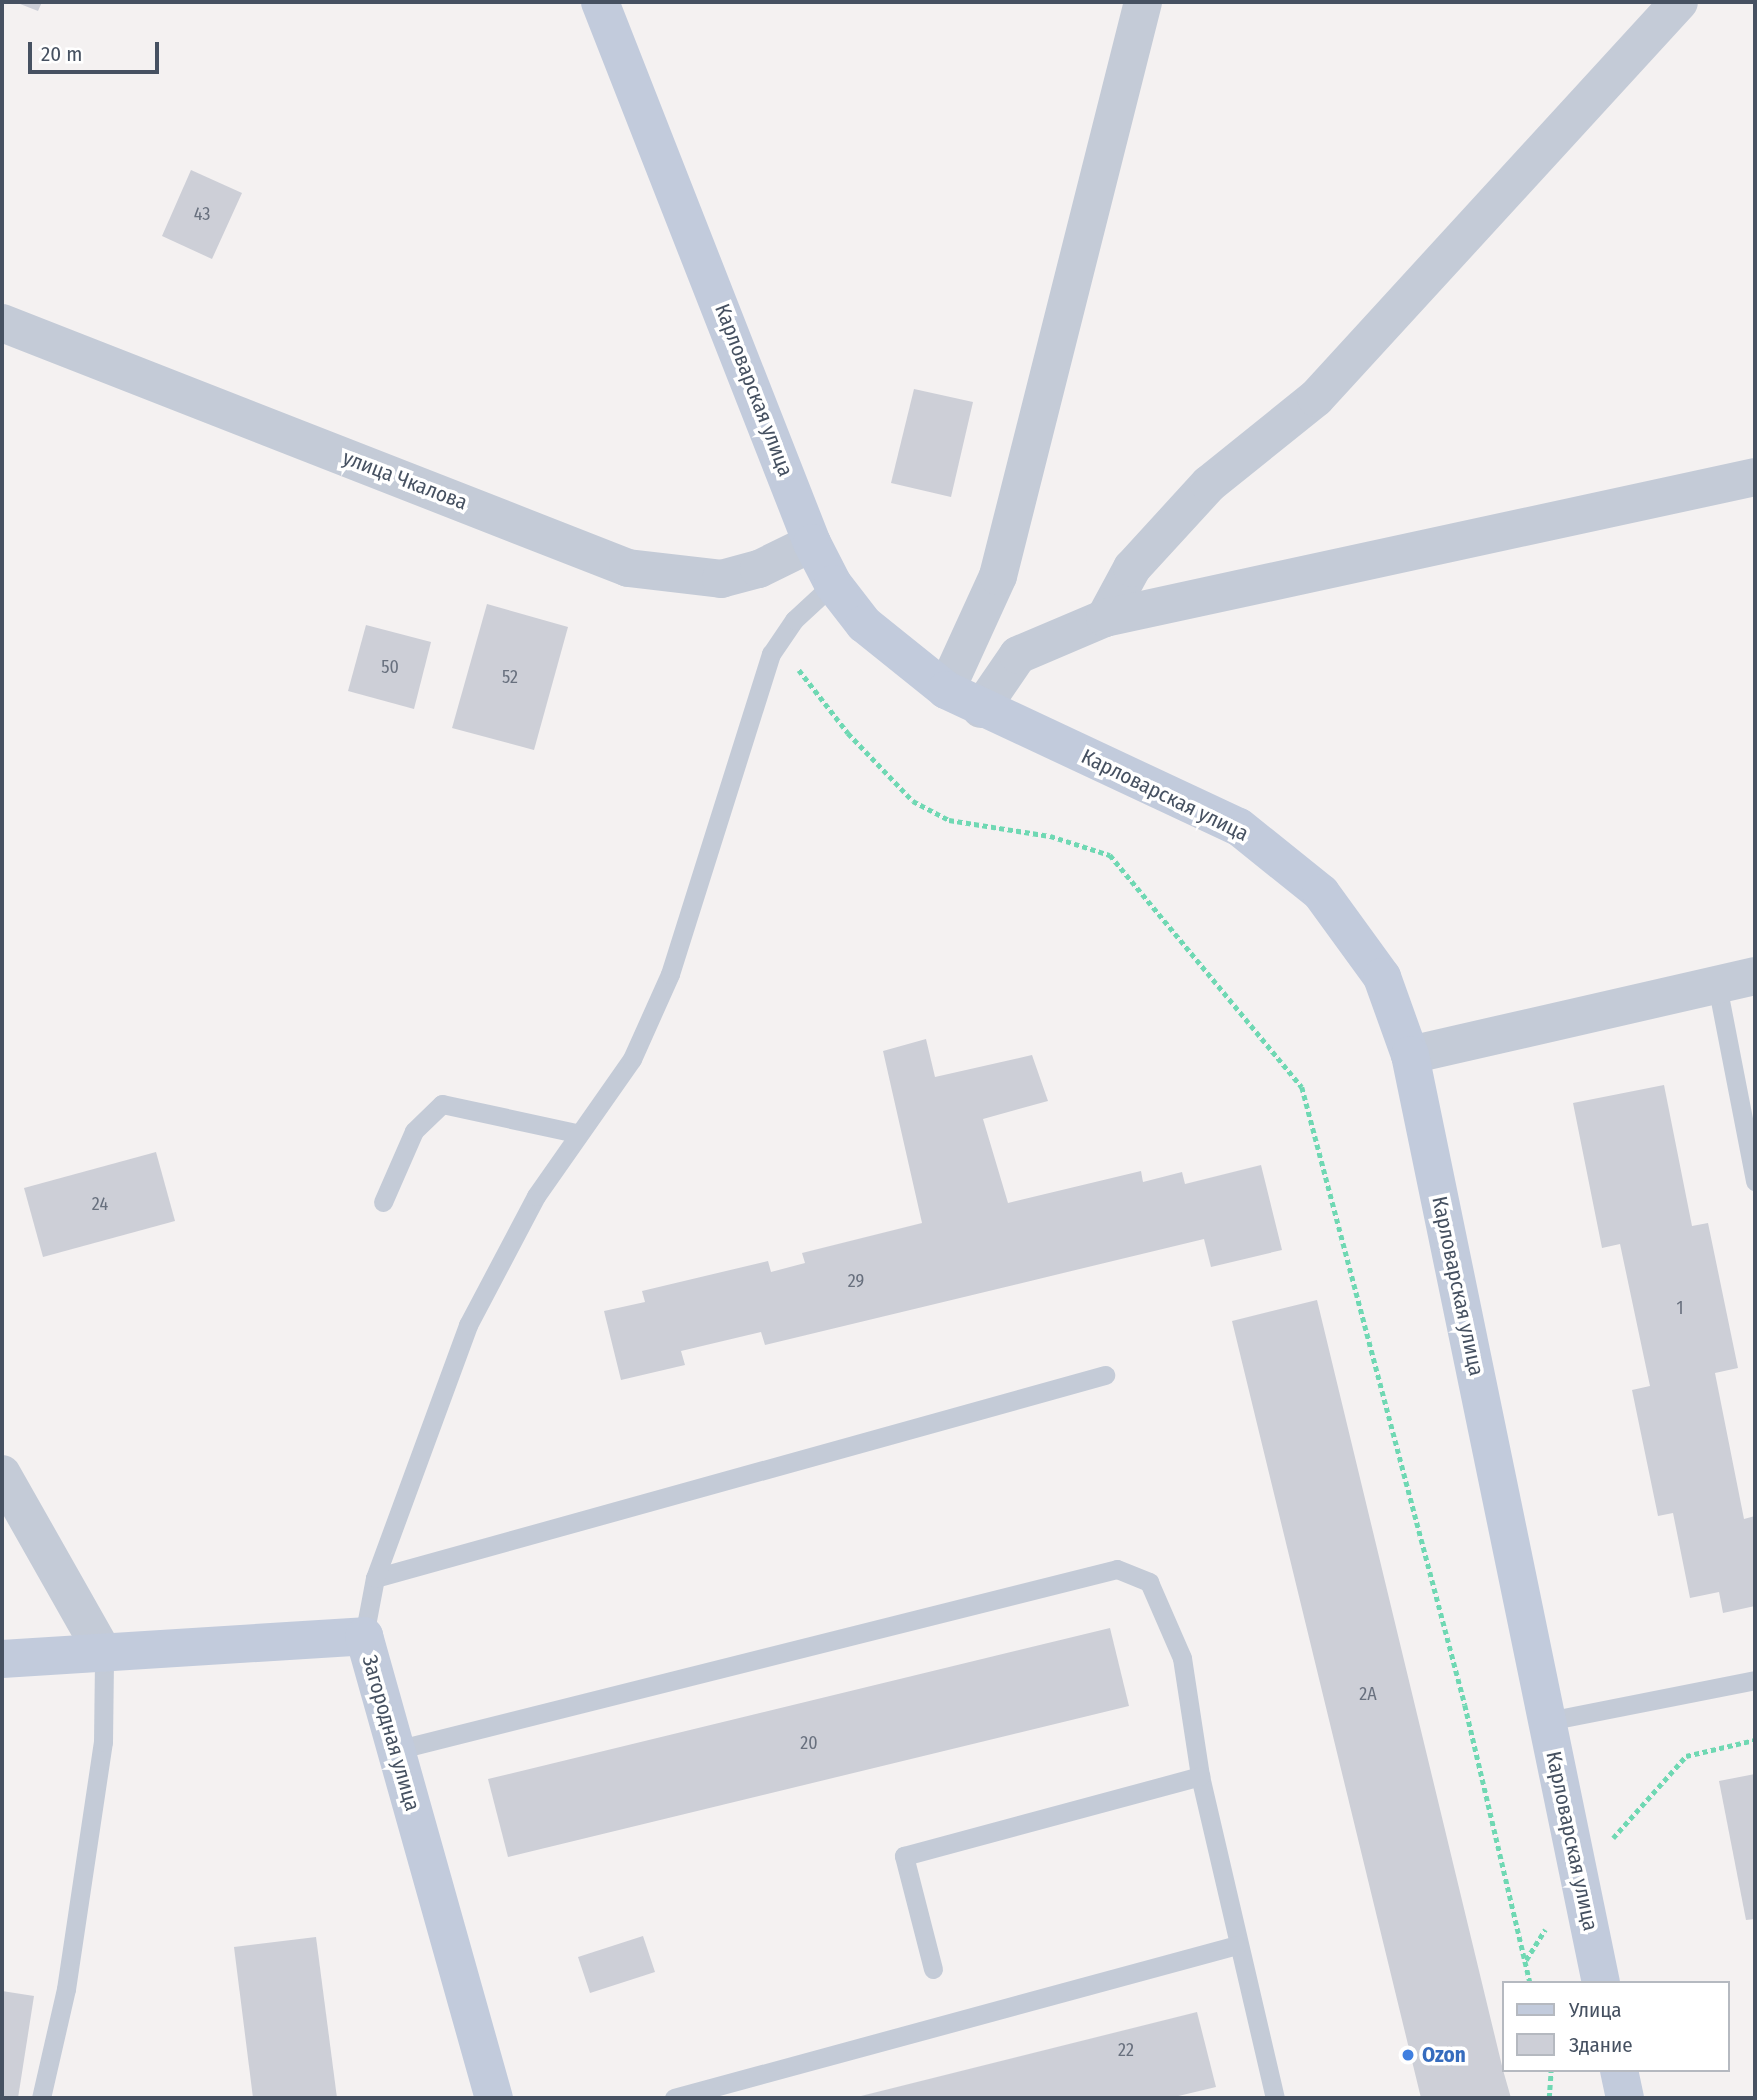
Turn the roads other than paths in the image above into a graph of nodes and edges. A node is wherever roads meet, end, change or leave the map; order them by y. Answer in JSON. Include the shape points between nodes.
{"nodes":[{"id":1,"x":600,"y":2,"type":"edge"},
{"id":2,"x":1143,"y":2,"type":"edge"},
{"id":3,"x":1679,"y":2,"type":"edge"},
{"id":4,"x":2,"y":323,"type":"edge"},
{"id":5,"x":1755,"y":477,"type":"edge"},
{"id":6,"x":812,"y":543,"type":"junction"},
{"id":7,"x":833,"y":584,"type":"junction"},
{"id":8,"x":1105,"y":618,"type":"junction"},
{"id":9,"x":946,"y":690,"type":"junction"},
{"id":10,"x":981,"y":709,"type":"junction"},
{"id":11,"x":1755,"y":976,"type":"edge"},
{"id":12,"x":1717,"y":985,"type":"junction"},
{"id":13,"x":1410,"y":1055,"type":"junction"},
{"id":14,"x":576,"y":1133,"type":"junction"},
{"id":15,"x":1755,"y":1181,"type":"edge"},
{"id":16,"x":383,"y":1202,"type":"dead end"},
{"id":17,"x":1105,"y":1375,"type":"dead end"},
{"id":18,"x":2,"y":1474,"type":"edge"},
{"id":19,"x":375,"y":1578,"type":"junction"},
{"id":20,"x":364,"y":1636,"type":"junction"},
{"id":21,"x":104,"y":1654,"type":"junction"},
{"id":22,"x":2,"y":1659,"type":"edge"},
{"id":23,"x":1755,"y":1679,"type":"edge"},
{"id":24,"x":1548,"y":1721,"type":"junction"},
{"id":25,"x":396,"y":1750,"type":"junction"},
{"id":26,"x":1200,"y":1776,"type":"junction"},
{"id":27,"x":1237,"y":1945,"type":"junction"},
{"id":28,"x":933,"y":1969,"type":"dead end"},
{"id":29,"x":1601,"y":1981,"type":"edge"},
{"id":30,"x":1619,"y":2072,"type":"edge"},
{"id":31,"x":41,"y":2098,"type":"edge"},
{"id":32,"x":494,"y":2098,"type":"edge"},
{"id":33,"x":674,"y":2098,"type":"edge"},
{"id":34,"x":1275,"y":2098,"type":"edge"},
{"id":35,"x":1625,"y":2098,"type":"edge"}],
"edges":[{"from":1,"to":6,"type":"street","name":"Карловарская улица"},
{"from":2,"to":9,"type":"street","via":[[998,576]]},
{"from":3,"to":8,"type":"street","via":[[1316,398],[1209,484],[1132,568]]},
{"from":4,"to":6,"type":"street","name":"улица Чкалова","via":[[628,568],[720,579],[759,569]]},
{"from":5,"to":8,"type":"street"},
{"from":6,"to":7,"type":"street","name":"Карловарская улица"},
{"from":7,"to":9,"type":"street","name":"Карловарская улица","via":[[901,659]]},
{"from":7,"to":14,"type":"lane","via":[[794,620],[771,654],[670,974],[632,1059]]},
{"from":8,"to":10,"type":"street","via":[[1018,655]]},
{"from":9,"to":10,"type":"street","name":"Карловарская улица"},
{"from":10,"to":13,"type":"street","name":"Карловарская улица","via":[[1239,827],[1286,860],[1368,954]]},
{"from":11,"to":12,"type":"street"},
{"from":12,"to":13,"type":"street"},
{"from":12,"to":15,"type":"lane"},
{"from":13,"to":24,"type":"street","name":"Карловарская улица"},
{"from":14,"to":16,"type":"lane","via":[[442,1104],[414,1131]]},
{"from":14,"to":19,"type":"lane","via":[[468,1325]]},
{"from":17,"to":19,"type":"lane"},
{"from":18,"to":21,"type":"street"},
{"from":19,"to":20,"type":"lane"},
{"from":20,"to":21,"type":"street","name":"Загородная улица"},
{"from":20,"to":25,"type":"street","name":"Загородная улица"},
{"from":21,"to":22,"type":"street","name":"Загородная улица"},
{"from":21,"to":31,"type":"lane","via":[[103,1742],[66,1989]]},
{"from":23,"to":24,"type":"lane"},
{"from":24,"to":29,"type":"street","name":"Карловарская улица"},
{"from":25,"to":26,"type":"lane","via":[[1117,1569],[1149,1582],[1166,1611],[1182,1658]]},
{"from":25,"to":32,"type":"street","name":"Загородная улица"},
{"from":26,"to":27,"type":"lane"},
{"from":26,"to":28,"type":"lane","via":[[904,1856]]},
{"from":27,"to":33,"type":"lane"},
{"from":27,"to":34,"type":"lane"},
{"from":30,"to":35,"type":"street"}]}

════

§ ASSIGNMENT
Above are the records; reproduce them exactly and leave out the pictures.

§ ANSWER
Turn the roads other than paths in the image above into a graph of nodes and edges. A node is wherever roads meet, end, change or leave the map; order them by y. Answer in JSON. Include the shape points between nodes.
{"nodes":[{"id":1,"x":600,"y":2,"type":"edge"},
{"id":2,"x":1143,"y":2,"type":"edge"},
{"id":3,"x":1679,"y":2,"type":"edge"},
{"id":4,"x":2,"y":323,"type":"edge"},
{"id":5,"x":1755,"y":477,"type":"edge"},
{"id":6,"x":812,"y":543,"type":"junction"},
{"id":7,"x":833,"y":584,"type":"junction"},
{"id":8,"x":1105,"y":618,"type":"junction"},
{"id":9,"x":946,"y":690,"type":"junction"},
{"id":10,"x":981,"y":709,"type":"junction"},
{"id":11,"x":1755,"y":976,"type":"edge"},
{"id":12,"x":1717,"y":985,"type":"junction"},
{"id":13,"x":1410,"y":1055,"type":"junction"},
{"id":14,"x":576,"y":1133,"type":"junction"},
{"id":15,"x":1755,"y":1181,"type":"edge"},
{"id":16,"x":383,"y":1202,"type":"dead end"},
{"id":17,"x":1105,"y":1375,"type":"dead end"},
{"id":18,"x":2,"y":1474,"type":"edge"},
{"id":19,"x":375,"y":1578,"type":"junction"},
{"id":20,"x":364,"y":1636,"type":"junction"},
{"id":21,"x":104,"y":1654,"type":"junction"},
{"id":22,"x":2,"y":1659,"type":"edge"},
{"id":23,"x":1755,"y":1679,"type":"edge"},
{"id":24,"x":1548,"y":1721,"type":"junction"},
{"id":25,"x":396,"y":1750,"type":"junction"},
{"id":26,"x":1200,"y":1776,"type":"junction"},
{"id":27,"x":1237,"y":1945,"type":"junction"},
{"id":28,"x":933,"y":1969,"type":"dead end"},
{"id":29,"x":1601,"y":1981,"type":"edge"},
{"id":30,"x":1619,"y":2072,"type":"edge"},
{"id":31,"x":41,"y":2098,"type":"edge"},
{"id":32,"x":494,"y":2098,"type":"edge"},
{"id":33,"x":674,"y":2098,"type":"edge"},
{"id":34,"x":1275,"y":2098,"type":"edge"},
{"id":35,"x":1625,"y":2098,"type":"edge"}],
"edges":[{"from":1,"to":6,"type":"street","name":"Карловарская улица"},
{"from":2,"to":9,"type":"street","via":[[998,576]]},
{"from":3,"to":8,"type":"street","via":[[1316,398],[1209,484],[1132,568]]},
{"from":4,"to":6,"type":"street","name":"улица Чкалова","via":[[628,568],[720,579],[759,569]]},
{"from":5,"to":8,"type":"street"},
{"from":6,"to":7,"type":"street","name":"Карловарская улица"},
{"from":7,"to":9,"type":"street","name":"Карловарская улица","via":[[901,659]]},
{"from":7,"to":14,"type":"lane","via":[[794,620],[771,654],[670,974],[632,1059]]},
{"from":8,"to":10,"type":"street","via":[[1018,655]]},
{"from":9,"to":10,"type":"street","name":"Карловарская улица"},
{"from":10,"to":13,"type":"street","name":"Карловарская улица","via":[[1239,827],[1286,860],[1368,954]]},
{"from":11,"to":12,"type":"street"},
{"from":12,"to":13,"type":"street"},
{"from":12,"to":15,"type":"lane"},
{"from":13,"to":24,"type":"street","name":"Карловарская улица"},
{"from":14,"to":16,"type":"lane","via":[[442,1104],[414,1131]]},
{"from":14,"to":19,"type":"lane","via":[[468,1325]]},
{"from":17,"to":19,"type":"lane"},
{"from":18,"to":21,"type":"street"},
{"from":19,"to":20,"type":"lane"},
{"from":20,"to":21,"type":"street","name":"Загородная улица"},
{"from":20,"to":25,"type":"street","name":"Загородная улица"},
{"from":21,"to":22,"type":"street","name":"Загородная улица"},
{"from":21,"to":31,"type":"lane","via":[[103,1742],[66,1989]]},
{"from":23,"to":24,"type":"lane"},
{"from":24,"to":29,"type":"street","name":"Карловарская улица"},
{"from":25,"to":26,"type":"lane","via":[[1117,1569],[1149,1582],[1166,1611],[1182,1658]]},
{"from":25,"to":32,"type":"street","name":"Загородная улица"},
{"from":26,"to":27,"type":"lane"},
{"from":26,"to":28,"type":"lane","via":[[904,1856]]},
{"from":27,"to":33,"type":"lane"},
{"from":27,"to":34,"type":"lane"},
{"from":30,"to":35,"type":"street"}]}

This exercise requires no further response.